WORK TO BE COMPLETED: Print every entry exactly as written and exclude all images.

RECORDS SUPPLIED:
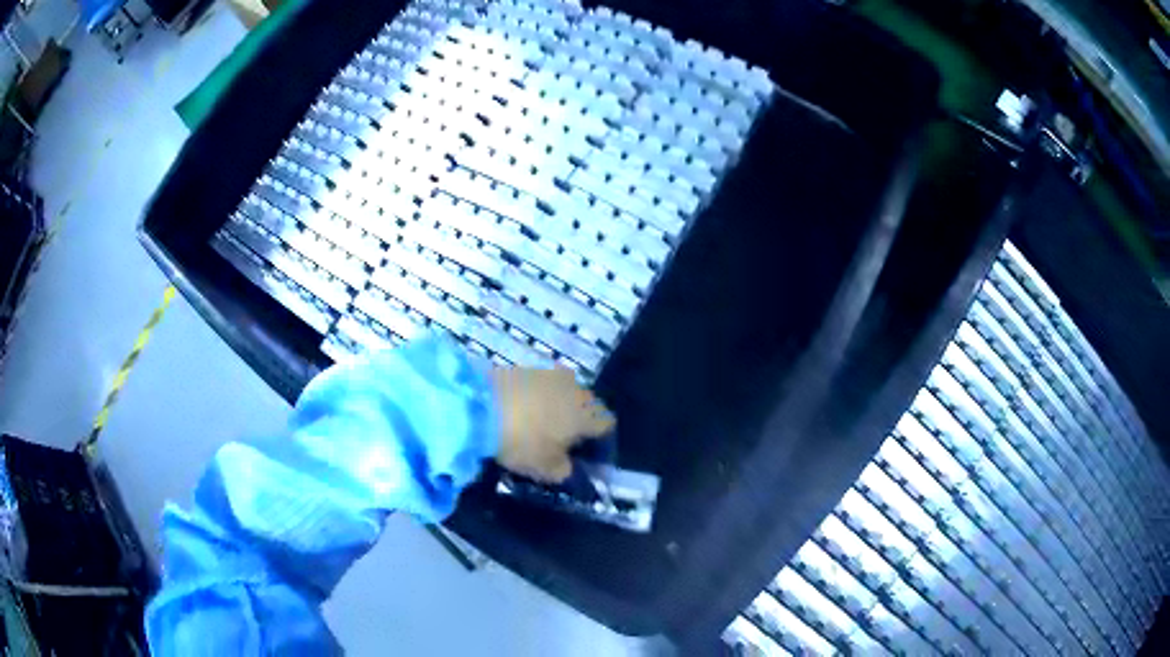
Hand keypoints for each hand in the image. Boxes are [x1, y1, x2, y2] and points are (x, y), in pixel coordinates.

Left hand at [489, 366, 615, 482]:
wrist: (478, 405)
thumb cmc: (522, 441)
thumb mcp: (546, 468)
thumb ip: (564, 470)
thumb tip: (568, 467)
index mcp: (588, 412)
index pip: (607, 425)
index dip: (599, 443)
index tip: (585, 457)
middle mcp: (576, 387)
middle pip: (586, 407)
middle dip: (577, 424)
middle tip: (560, 444)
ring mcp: (549, 373)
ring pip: (562, 395)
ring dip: (555, 410)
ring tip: (536, 430)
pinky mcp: (524, 368)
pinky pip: (540, 388)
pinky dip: (535, 401)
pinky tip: (519, 415)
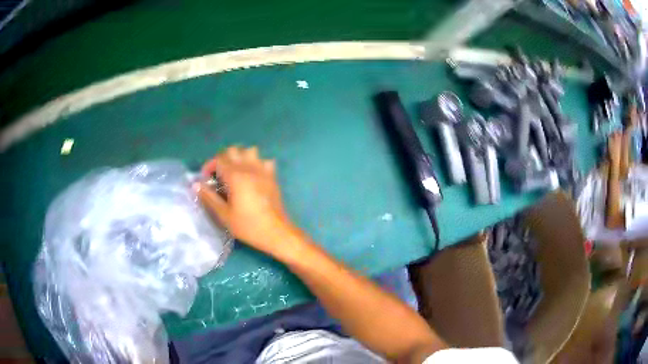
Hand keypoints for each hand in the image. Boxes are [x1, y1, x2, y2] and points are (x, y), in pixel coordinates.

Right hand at [195, 146, 297, 256]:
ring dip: (240, 157)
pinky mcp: (272, 176)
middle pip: (233, 150)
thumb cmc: (248, 226)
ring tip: (236, 172)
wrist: (276, 232)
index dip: (209, 166)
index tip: (206, 179)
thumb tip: (196, 184)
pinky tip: (253, 176)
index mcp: (235, 176)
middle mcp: (249, 168)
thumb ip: (209, 197)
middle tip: (219, 175)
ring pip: (250, 150)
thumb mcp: (224, 214)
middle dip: (223, 159)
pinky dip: (257, 163)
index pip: (219, 158)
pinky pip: (264, 160)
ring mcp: (263, 170)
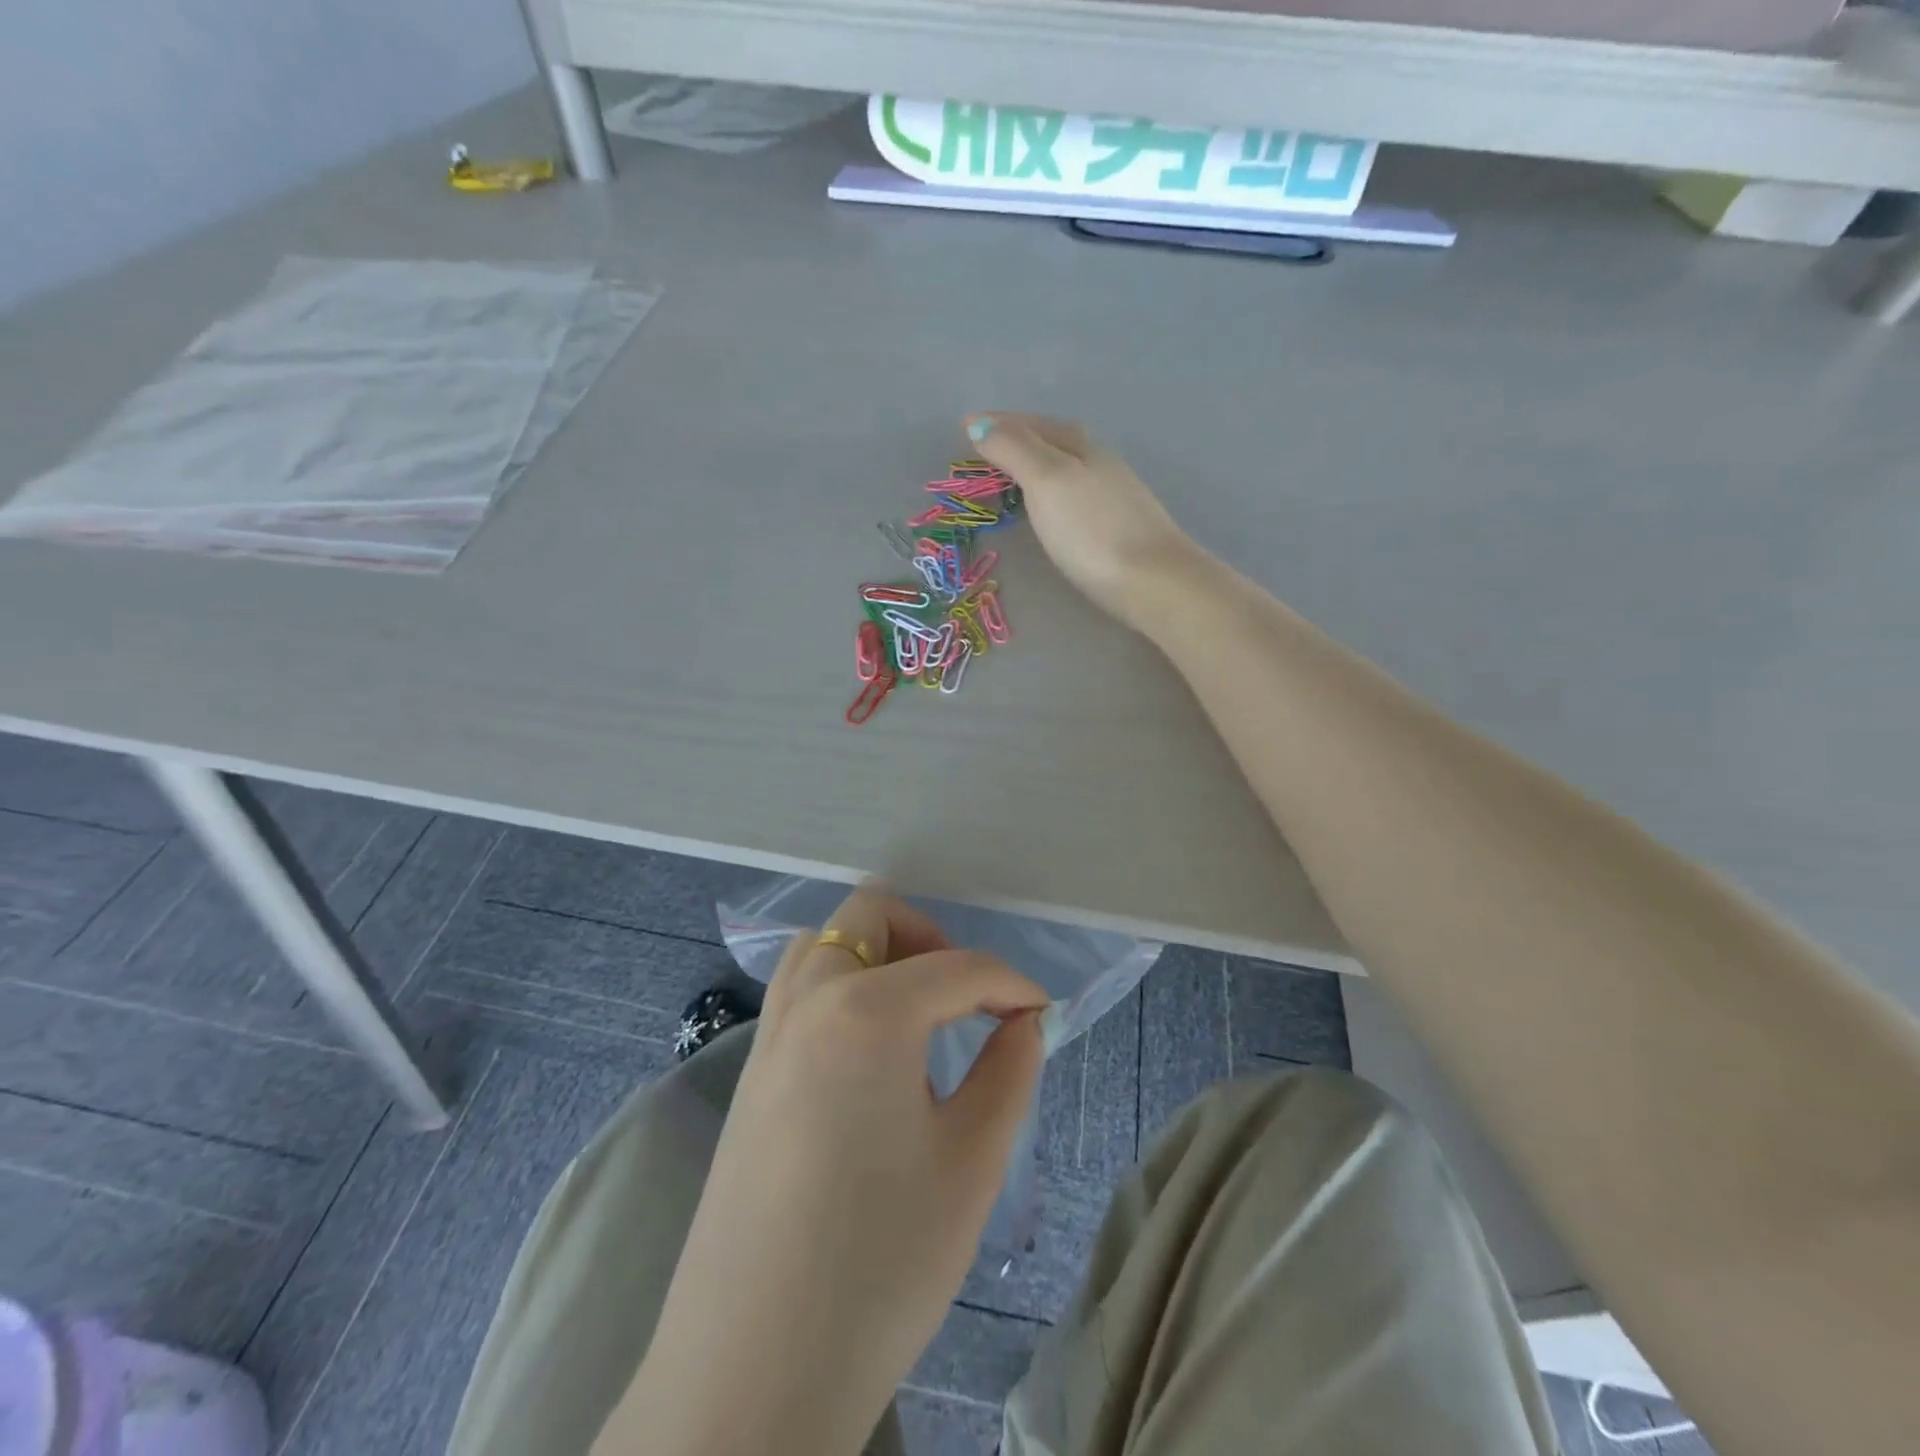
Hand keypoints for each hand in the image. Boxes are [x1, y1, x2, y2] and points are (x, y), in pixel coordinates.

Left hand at [607, 888, 1047, 1455]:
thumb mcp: (971, 1162)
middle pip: (871, 916)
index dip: (1011, 985)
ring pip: (824, 944)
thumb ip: (1008, 1071)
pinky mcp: (749, 1072)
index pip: (958, 968)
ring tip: (919, 1014)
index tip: (1042, 1015)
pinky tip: (870, 1051)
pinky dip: (842, 985)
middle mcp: (809, 1000)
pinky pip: (799, 990)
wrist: (750, 1372)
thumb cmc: (879, 1263)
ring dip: (878, 953)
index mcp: (867, 1011)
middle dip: (932, 939)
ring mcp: (768, 1033)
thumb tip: (1023, 1023)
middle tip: (967, 998)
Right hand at [964, 411, 1194, 629]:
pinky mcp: (1118, 526)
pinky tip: (1050, 508)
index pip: (1032, 423)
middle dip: (1018, 438)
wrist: (1151, 579)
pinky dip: (1052, 491)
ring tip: (1010, 476)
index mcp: (1079, 444)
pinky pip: (1074, 493)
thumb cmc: (1091, 528)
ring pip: (1066, 466)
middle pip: (1053, 439)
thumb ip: (1014, 450)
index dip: (998, 422)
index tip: (966, 425)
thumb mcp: (1046, 480)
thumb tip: (980, 424)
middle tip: (984, 448)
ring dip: (1036, 464)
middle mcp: (1099, 461)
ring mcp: (1112, 494)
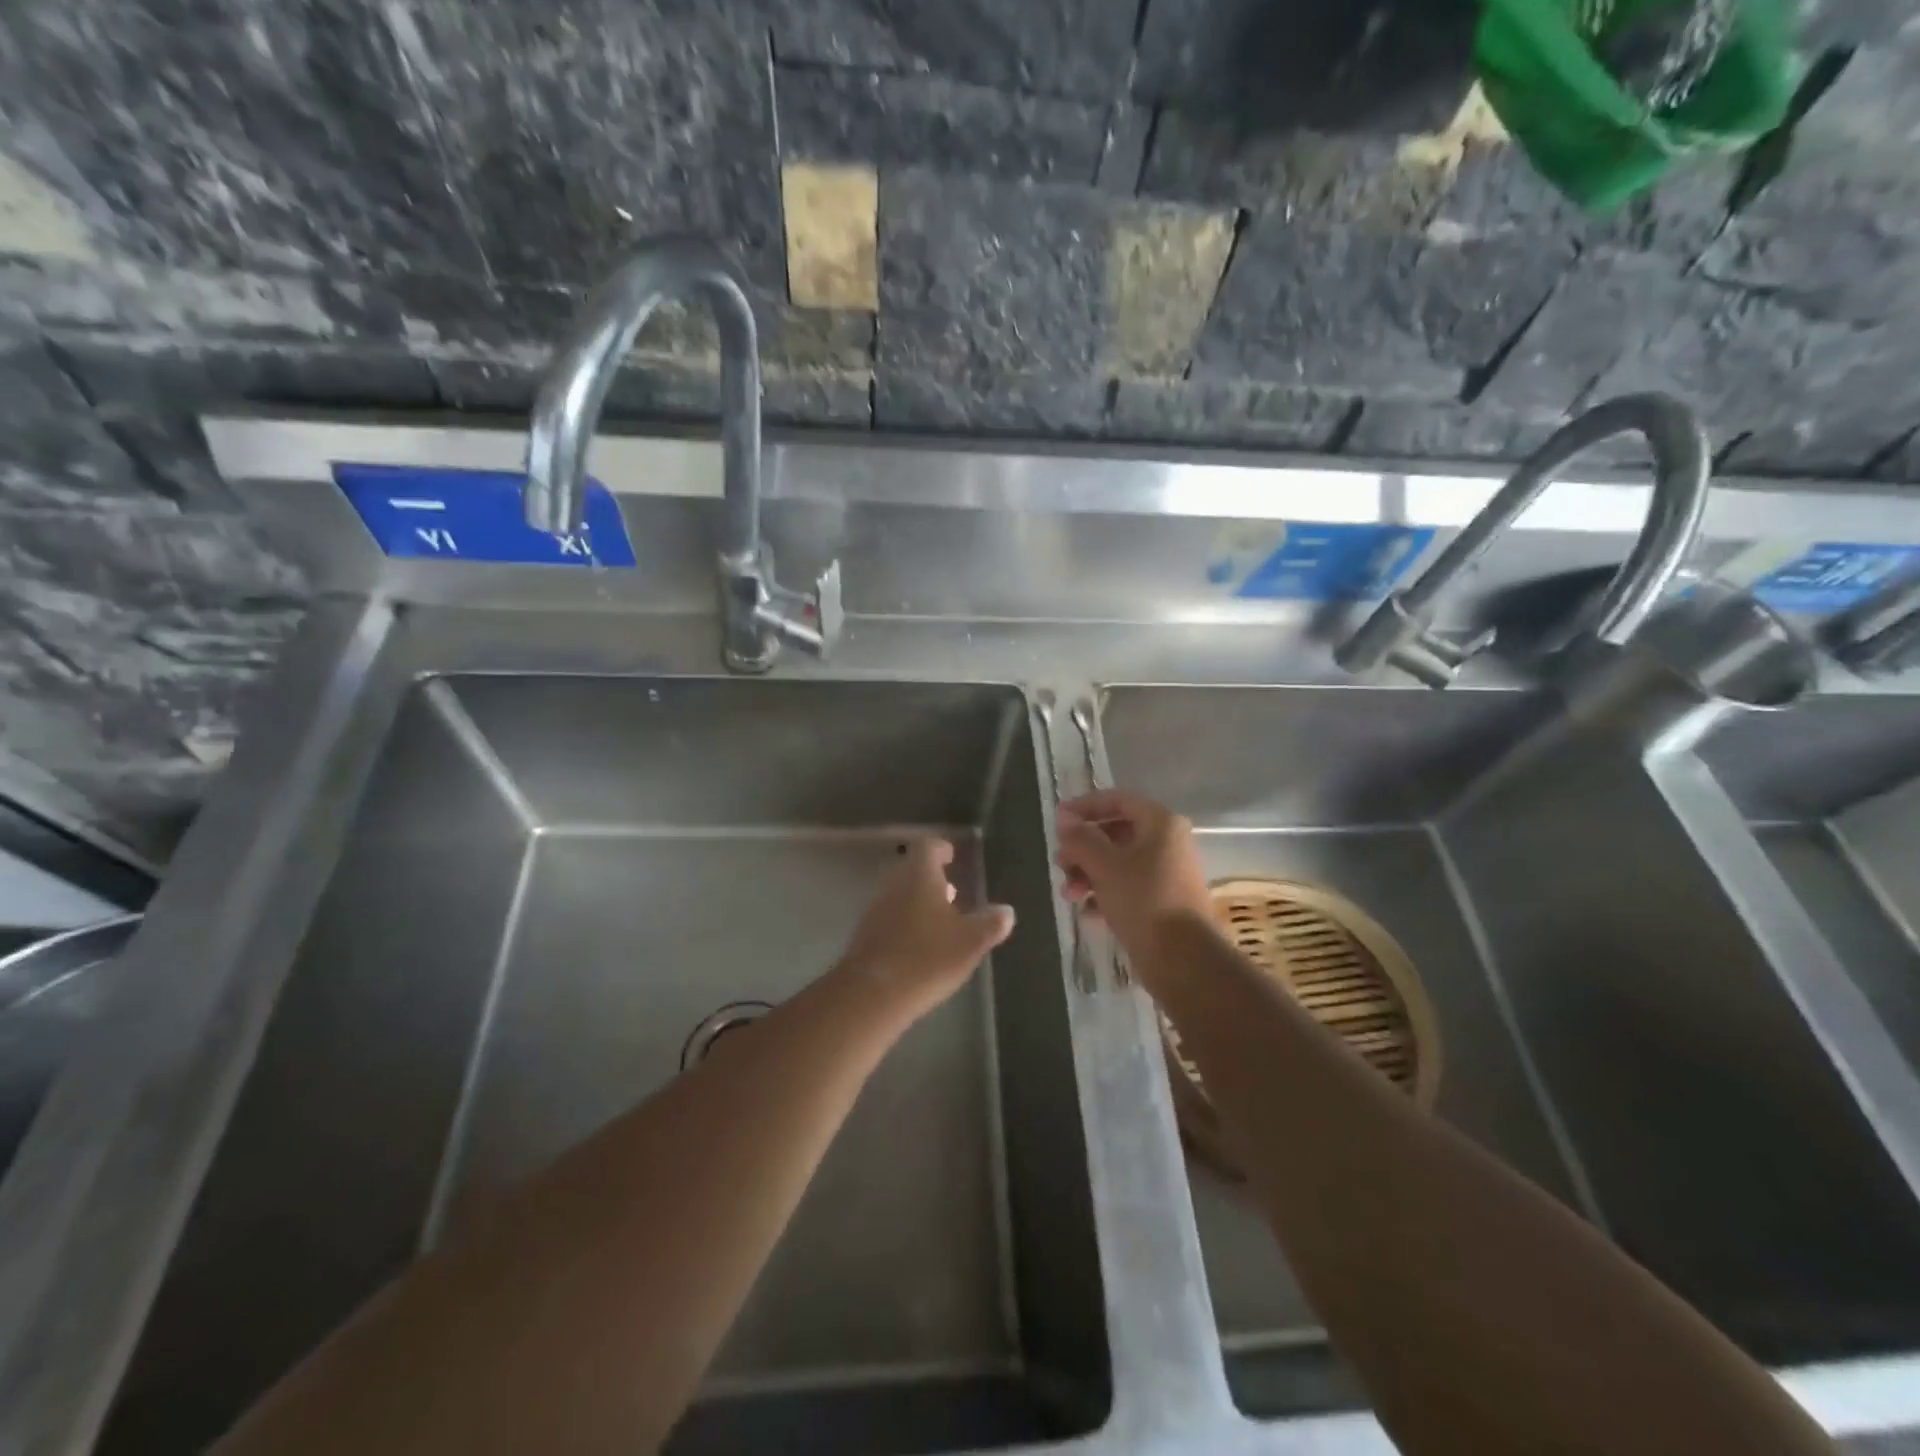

REPLY:
Hand keypoints for each hand in the image. Boxes are [x1, y1, x2, y2] and points are (x, y), in pixel coordinates.

Left hand at [489, 366, 615, 482]:
wrist: (478, 405)
thumb cmc: (522, 441)
thumb mcp: (546, 468)
thumb ip: (564, 470)
thumb tip: (568, 467)
index mcp: (588, 412)
index pip: (607, 425)
index dip: (599, 443)
index tip: (585, 457)
middle mcp: (576, 387)
middle pip: (586, 407)
middle dip: (577, 424)
middle tip: (560, 444)
ring mcp: (549, 373)
ring pip: (562, 395)
ring dip: (555, 410)
ring tip: (536, 430)
pinky mcp: (524, 368)
pinky pip: (540, 388)
pinky dip: (535, 401)
pinky tip: (519, 415)
Hand keypoints for each hand in the image. Boxes are [x1, y1, x2, y2] and points are (x, y), in pixel coordinates.

Right hand at [195, 146, 297, 256]:
ring dip: (240, 157)
pinky mcp: (272, 176)
middle pip: (233, 150)
thumb cmc: (248, 226)
ring tip: (236, 172)
wrist: (276, 232)
index dip: (209, 166)
index tip: (206, 179)
thumb tip: (196, 184)
pinky tip: (253, 176)
index mcp: (235, 176)
middle mcp: (249, 168)
thumb ip: (209, 197)
middle tip: (219, 175)
ring pip: (250, 150)
thumb mcp: (224, 214)
middle dip: (223, 159)
pinky dip: (257, 163)
index pip: (219, 158)
pinky pip: (264, 160)
ring mcp: (263, 170)
Hand keypoints for each hand in the image. Boxes are [x1, y1, x2, y2] and points are (x, y), in pixel coordinates.

Left hand at [607, 888, 1047, 1455]:
thumb mcp: (971, 1162)
middle pip: (871, 916)
index dip: (1011, 985)
ring pip: (824, 944)
thumb ip: (1008, 1071)
pinky mcp: (749, 1072)
index pip: (958, 968)
ring tip: (919, 1014)
index tip: (1042, 1015)
pinky tip: (870, 1051)
pinky dip: (842, 985)
middle mcp: (809, 1000)
pinky pip: (799, 990)
wrist: (750, 1372)
thumb cmc: (879, 1263)
ring dip: (878, 953)
index mcp: (867, 1011)
middle dip: (932, 939)
ring mcp: (768, 1033)
thumb tip: (1023, 1023)
middle tip: (967, 998)
Right hand at [964, 411, 1194, 629]:
pinky mcp: (1118, 526)
pinky tip: (1050, 508)
index pip: (1032, 423)
middle dip: (1018, 438)
wrist: (1151, 579)
pinky dip: (1052, 491)
ring tip: (1010, 476)
index mcp: (1079, 444)
pinky pip: (1074, 493)
thumb cmc: (1091, 528)
ring pip: (1066, 466)
middle pip: (1053, 439)
thumb ip: (1014, 450)
index dip: (998, 422)
index tip: (966, 425)
thumb mcp: (1046, 480)
thumb tip: (980, 424)
middle tip: (984, 448)
ring dip: (1036, 464)
middle mcp: (1099, 461)
ring mcp: (1112, 494)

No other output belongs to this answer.